Monday, 13 December 2010

Not chucking printers at someone = being exceptionally close to them

A friend sent me this article by Richard Grayson.

Basically, Grayson, former Lib Dem director of policy, argues that the Lib Dems should start thinking about a coalition with Labour. Nothing wrong with that in principle, but along the way he makes some fairly startling assertions.
  • Grayson suggests that Lib Dems disillusioned over tuition fees could find a home in the Labour party. This is absurd. Labour introduced tuition fees, top-up fees and commissioned the Browne report.
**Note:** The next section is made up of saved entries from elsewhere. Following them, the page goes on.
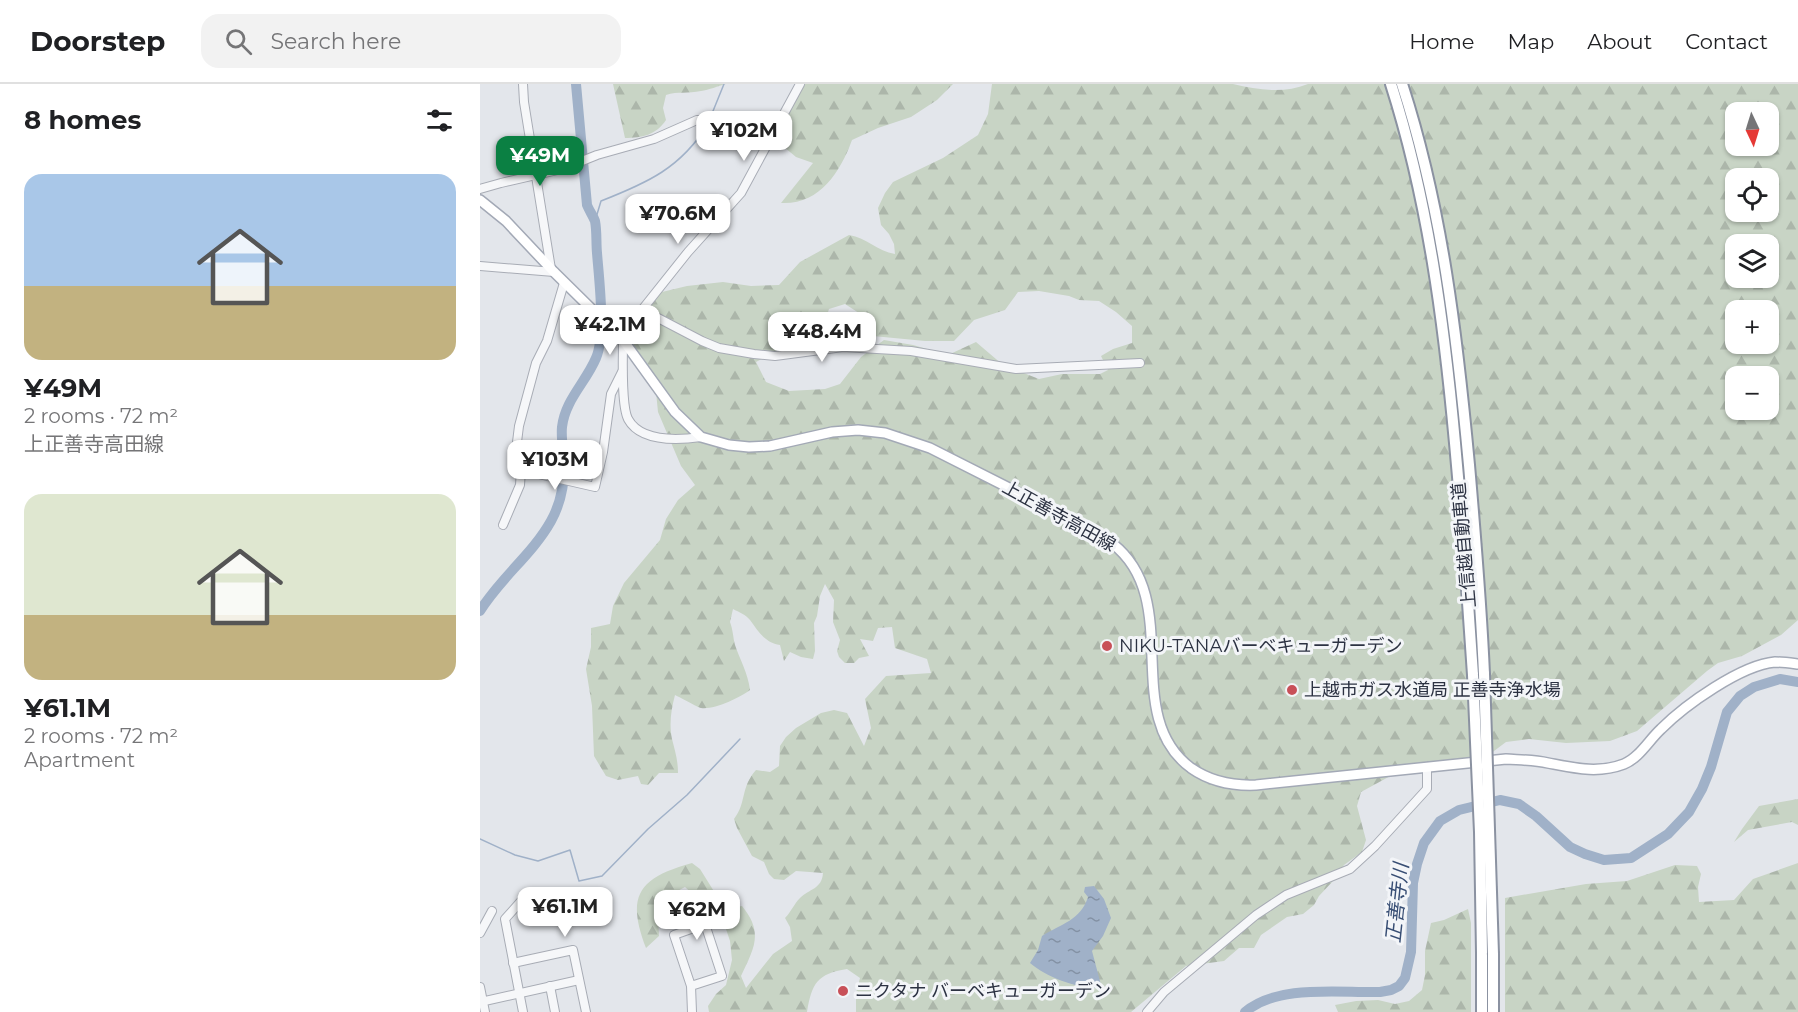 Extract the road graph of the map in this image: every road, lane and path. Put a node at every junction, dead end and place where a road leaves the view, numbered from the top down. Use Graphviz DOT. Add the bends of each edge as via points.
graph roads {
  1 [pos="523,84"];
  2 [pos="800,84"];
  3 [pos="1391,84"];
  4 [pos="1402,84"];
  5 [pos="769,143"];
  6 [pos="536,175"];
  7 [pos="480,189"];
  8 [pos="480,200"];
  9 [pos="480,266"];
  10 [pos="552,271"];
  11 [pos="564,283"];
  12 [pos="637,316"];
  13 [pos="620,338"];
  14 [pos="1140,363"];
  15 [pos="622,372"];
  16 [pos="701,436"];
  17 [pos="521,470"];
  18 [pos="503,525"];
  19 [pos="1798,664"];
  20 [pos="1479,674"];
  21 [pos="1427,769"];
  22 [pos="522,900"];
  23 [pos="492,912"];
  24 [pos="480,933"];
  25 [pos="1487,954"];
  26 [pos="513,963"];
  27 [pos="579,980"];
  28 [pos="550,986"];
  29 [pos="691,986"];
  30 [pos="480,987"];
  31 [pos="519,993"];
  32 [pos="481,1001"];
  33 [pos="485,1012"];
  34 [pos="523,1012"];
  35 [pos="555,1012"];
  36 [pos="586,1012"];
  37 [pos="692,1012"];
  38 [pos="1147,1012"];
  39 [pos="1482,1012"];
  40 [pos="1493,1012"];
  1 -- 6 [label="street"];
  2 -- 5 [label="street"];
  3 -- 20 [label="highway, 上信越自動車道" via="1416,175 1441,315"];
  4 -- 20 [label="highway, 上信越自動車道" via="1436,217 1454,326 1474,532"];
  5 -- 6 [label="street" via="712,120 697,120 654,139"];
  5 -- 12 [label="street" via="741,193"];
  6 -- 7 [label="street"];
  6 -- 10 [label="street"];
  8 -- 10 [label="main road, 上正善寺高田線" via="506,221"];
  9 -- 10 [label="street"];
  10 -- 11 [label="main road, 上正善寺高田線"];
  11 -- 13 [label="main road, 上正善寺高田線"];
  11 -- 17 [label="street" via="519,426"];
  12 -- 13 [label="street"];
  12 -- 14 [label="street" via="658,318 719,348 775,356 843,347 911,351 1016,369"];
  13 -- 15 [label="street"];
  13 -- 16 [label="main road, 上正善寺高田線" via="675,412"];
  15 -- 16 [label="street" via="628,418 634,426 657,437"];
  15 -- 17 [label="street" via="611,394 595,487"];
  16 -- 21 [label="main road, 上正善寺高田線" via="750,447 832,432 885,434 930,448 1113,543 1133,565 1148,605 1155,701 1161,729 1179,758 1212,780 1239,786"];
  17 -- 18 [label="street" via="520,485"];
  19 -- 21 [label="main road, 上正善寺高田線" via="1762,665 1715,687 1668,722 1634,759 1617,766 1590,771 1506,759"];
  20 -- 25 [label="highway, 上信越自動車道, bridge"];
  21 -- 38 [label="street" via="1427,789 1350,869 1286,895 1256,915 1164,992"];
  22 -- 26 [label="street" via="505,919"];
  23 -- 24 [label="street"];
  25 -- 39 [label="highway, 上信越自動車道"];
  25 -- 40 [label="highway, 上信越自動車道"];
  26 -- 27 [label="street" via="573,950"];
  26 -- 31 [label="street"];
  27 -- 28 [label="street"];
  27 -- 36 [label="street"];
  28 -- 31 [label="street"];
  28 -- 35 [label="street"];
  29 -- 29 [label="street" via="674,935 705,924 723,976"];
  29 -- 37 [label="street"];
  30 -- 32 [label="street"];
  31 -- 32 [label="street"];
  31 -- 34 [label="street"];
  32 -- 33 [label="street"];
} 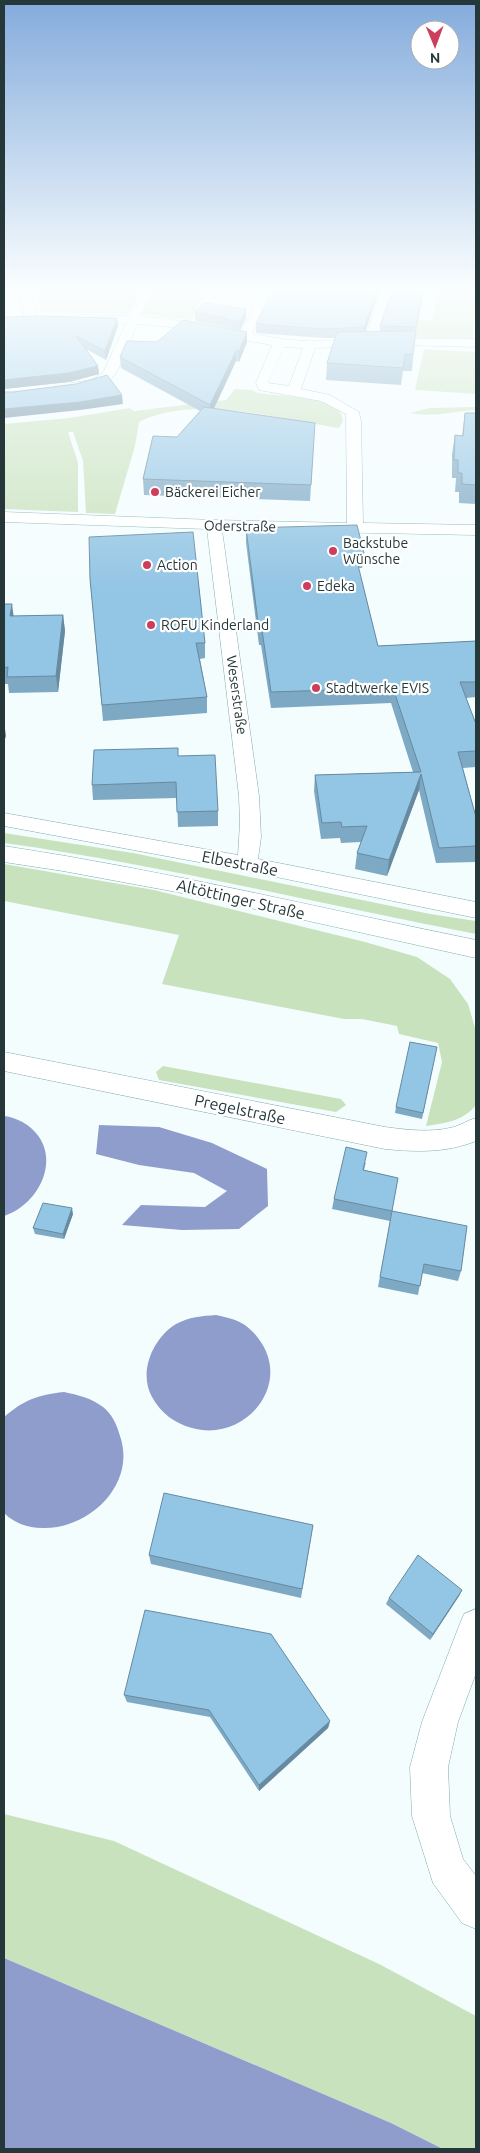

Does anybody seriously think if they had won the election they wouldn’t have introduced a similar system – and indeed probably one that was less fair?
  • Labour haven’t put any concrete alternative on the table. Their leader and Shadow Chancellor can barely agree on a policy. And the one Ed M proposes was specifically rejected and ruled out by Labour in government.
  • ‘Liberal Democrat leadership exceptionally close to the Conservative leadership’ – what a remarkably silly assertion. Does Dr Grayson not understand the concept of coalition government? Our leadership (and of course our membership too at the Birmingham Special Conference) and Tory leadership have agreed the coalition programme and are delivering it. This means they have to work together in a constructive fashion in the best interests of the country – hardly unreasonable. But I suppose after three years of a bloke whose definition of 'working together constructively' involved chucking printers around the office, civil co-operation probably will get mistaken for being 'exceptionally close'.  And after 13 years of the Blair-Brown saga the idea of people from the same party working together is pretty novel, let alone people from different parties. 
  • ‘Liberal Democrat members have more in common with Labour and Green members than we do with our own leadership.’ Really? I certainly don’t have very much at all in common than Labour members - the vast majority of whom supported the Labour whilst it went to war in Iraq, introduced ID cards, tried to introduced 90 days detention without trial, massively increased the use of PFI, flunked the chance to scrap the House of Lords and introduce PR, locked up immigrant kids and dumbed down the education system.  And I couldn’t be further from the type of people who ran Labour’s campaign in Oldham at the last General Election and the many (although I accept not all) Labour MPs and members that have defended him. If Dr Grayson feel he has more in common with them than Vince Cable, Chris Huhne and Nick Clegg that’s his choice – but I fear that says more about him than it does about our leadership.  
  • Dr Grayson then goes on to argue that Ed M is a pluralist politician. Again, I think the three years of Gordon Brown have really lowered the bar for what you have to do to be considered pluralist.  He must have missed Ed’s expressed desire to make the Liberal Democrats ‘extinct’ and conveniently forgotten that Ed M appointed Phil Woolas to his front bench team – as Immigration Minister no less – despite his appalling campaign against the Liberal Democrats in Oldham. He has consistently attacked the Liberal Democrats at every turn. That is his right, but it is hardly the action of a pluralist politician. 
  • And Dr Grayson’s main piece of evidence that Ed is indeed a pluralist? The fact that he is supporting AV. OH MY GOD – a Labour politician supporting a policy that was in the manifesto he personally wrote counts as radical pluralism, words fail me. 
  • For Dr Grayson to attack Nick Clegg for quoting JS Mill too much is rather odd as well. JS Mill’s ‘On Liberty’ is the text passed from President to President of our party for good reason – it is the defining text of Liberalism.  Dr Grayson also has a rather alarming lack of understanding of Mill. Mill himself wasn’t a man stuck in ‘1850s liberalism,’ he looks well beyond the traditional liberalism of his day, especially in his later years. He was campaigning for women to have the votes against socialists and trade unionists who wanted to keep women quiet in the home. Not only that, but I can think of no intellectual whose views I would rather have determining policy at the moment. A dose of Millite liberalism is what this country sorely needs after 13 years of social and economic authoritarianism from Labour.   I would suggest Dr Grayson might benefit from reading Richard Reeve’s rather excellent biography of the great man.  
  • There is nothing wrong with us engaging with the Labour party in principle. But we are an independent political party, not merely Labour’s little brother. And if they want to co-operate with us then should start by apologising for all their deeply illiberal measures they took in government - and developing some policies that are a bit more liberal.

1 comment:

  1. I match your Millite thread with a bit of Locke for good measure!